Setelah sepiring gorengan dan segelas teh hangat sudah mereka santap, akhirnya hendra memberanikan diri untuk meminta izin pamit, mereka juga tak berani sebenarnya jikalau harus pulang terlalu larut malam, mengingat juga bahwa nampaknya sebenatar lagi akan turun hujan.
Jam sudah dinding menunjukkan pukul setengah sepuluh malam. Tepat saat hendra melangkahkan kaki dari rumah andre, rintik hujan perlahan mulai turun, membuat kedua anak itu langsung bergegas untuk kembali pulang kerumah masing-masing.
Ditengah rintik air hujan, hendra mengeber motornya dengan semangat, bukan karena takut hantu melainkan ia takut dikeroyok hujan.
Ditengah rasa khawatir yang ia rasakan, terlebuh ketika mendapati kawannya bertingkah seperti kesetanan, sebuah kepingan puzzle sudah berhasil ia dapatkan.
Rumah demi rumah, gang demi gang sudah hendra lewati dan tibalah ia dirumah.
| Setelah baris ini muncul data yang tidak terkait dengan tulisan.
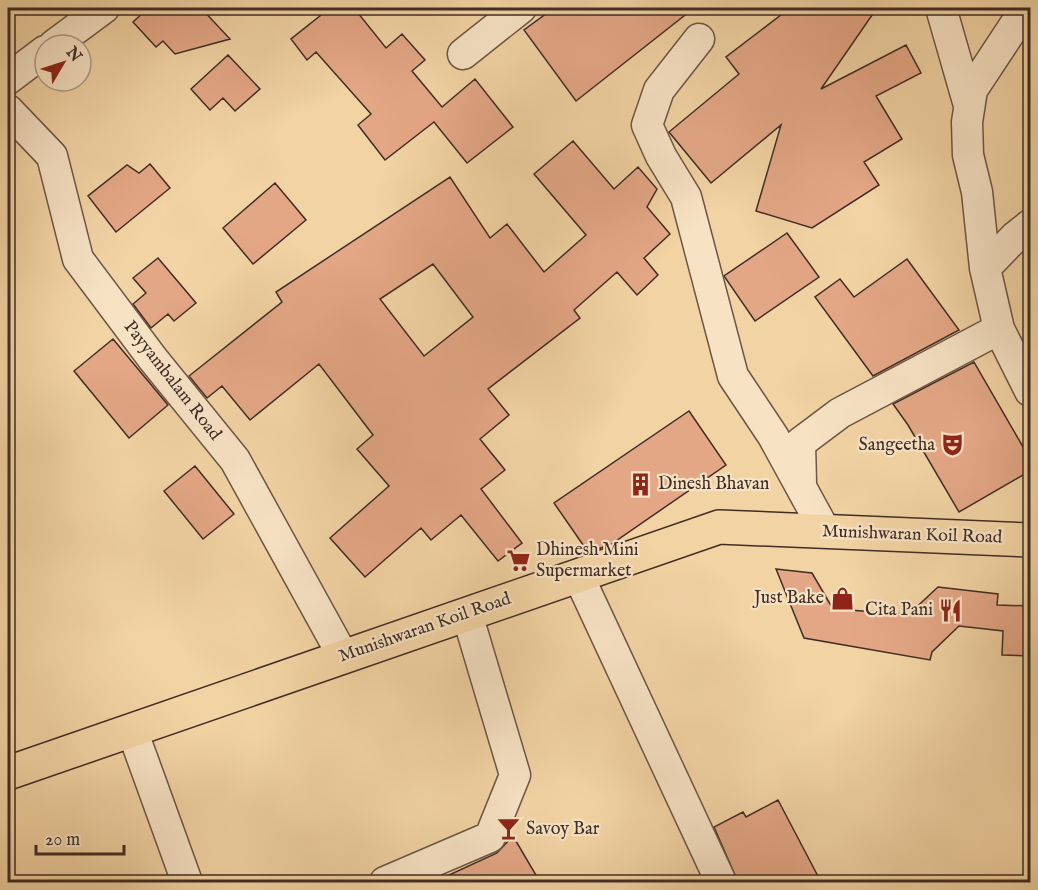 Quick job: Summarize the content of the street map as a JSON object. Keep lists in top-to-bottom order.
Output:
{
  "streets": {
    "main road": ["Munishwaran Koil Road"],
    "street": ["Payyambalam Road"]
  },
  "crossings": [
    ["Payyambalam Road", "Munishwaran Koil Road"]
  ],
  "places": {
    "theatre": ["Sangeetha"],
    "building": ["Dinesh Bhavan"],
    "supermarket": ["Dhinesh Mini Supermarket"],
    "shop": ["Just Bake"],
    "restaurant": ["Cita Pani"],
    "bar": ["Savoy Bar"]
  },
  "scale_bar": "20 m",
  "north": "top right"
}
Ia sampai di rumah tepat sebelum hujan turun dengan deras,
beruntung saat itu hendra dengan sigap langsung tancap gas dan tak memperdulikan ajakan teman-temannya untuk gabung nongkrong di warung pertigaan dekat rumahnya.
"assalamualaikum, buk.."

Hendra membuka pintu dengan sembari menuntun motor untuk dimasukkan kedalam rumah, maklum di tengah pedesaan seperti daerahnya masih rawan dengan yang namanya kemalingan.
Tatkala masuk kedalam rumah, kondisi lampu sudah padam dan hanya menyala di bagian teras membuat bulu kuduk hendra sedikit merinding malam itu.

"bukk..." hendra mencoba memanggil ibunya lagi, namun kembali lagi tak ada jawaban yang menyambut.
Hendra memarkirkan motornya di ruang tamu, sembari meraba-raba tembok ia berjalan menuju kearah stop kontak.

"srekk..."
"sreek..."
Terdengar suara seperti sesuatu yang sedang diseret dari arah dapur, curiga akan ada sesuatu didalam rumahnya, hendra akhirnya memilih untuk tidak menyalakan lampu saat itu, ia khawatir bahwa suara itu disebabkan oleh orang jahat yang masuk kedalam rumah.
Pelan-pelan.. Hendra berjalan dengan begitu pelan dengan harapan ia tak akan menghasilkan sedikitpun suara, dengan sikap sempurna serta membulatkan tekad apabila nanti akan ada serangan tiba-tiba, hendra sudah memperhitungkan segala kemungkinan yang ada.
"woy!!" teriak hendra sambil melompat kearah dapur dan ternyata disana tak ada siapapun.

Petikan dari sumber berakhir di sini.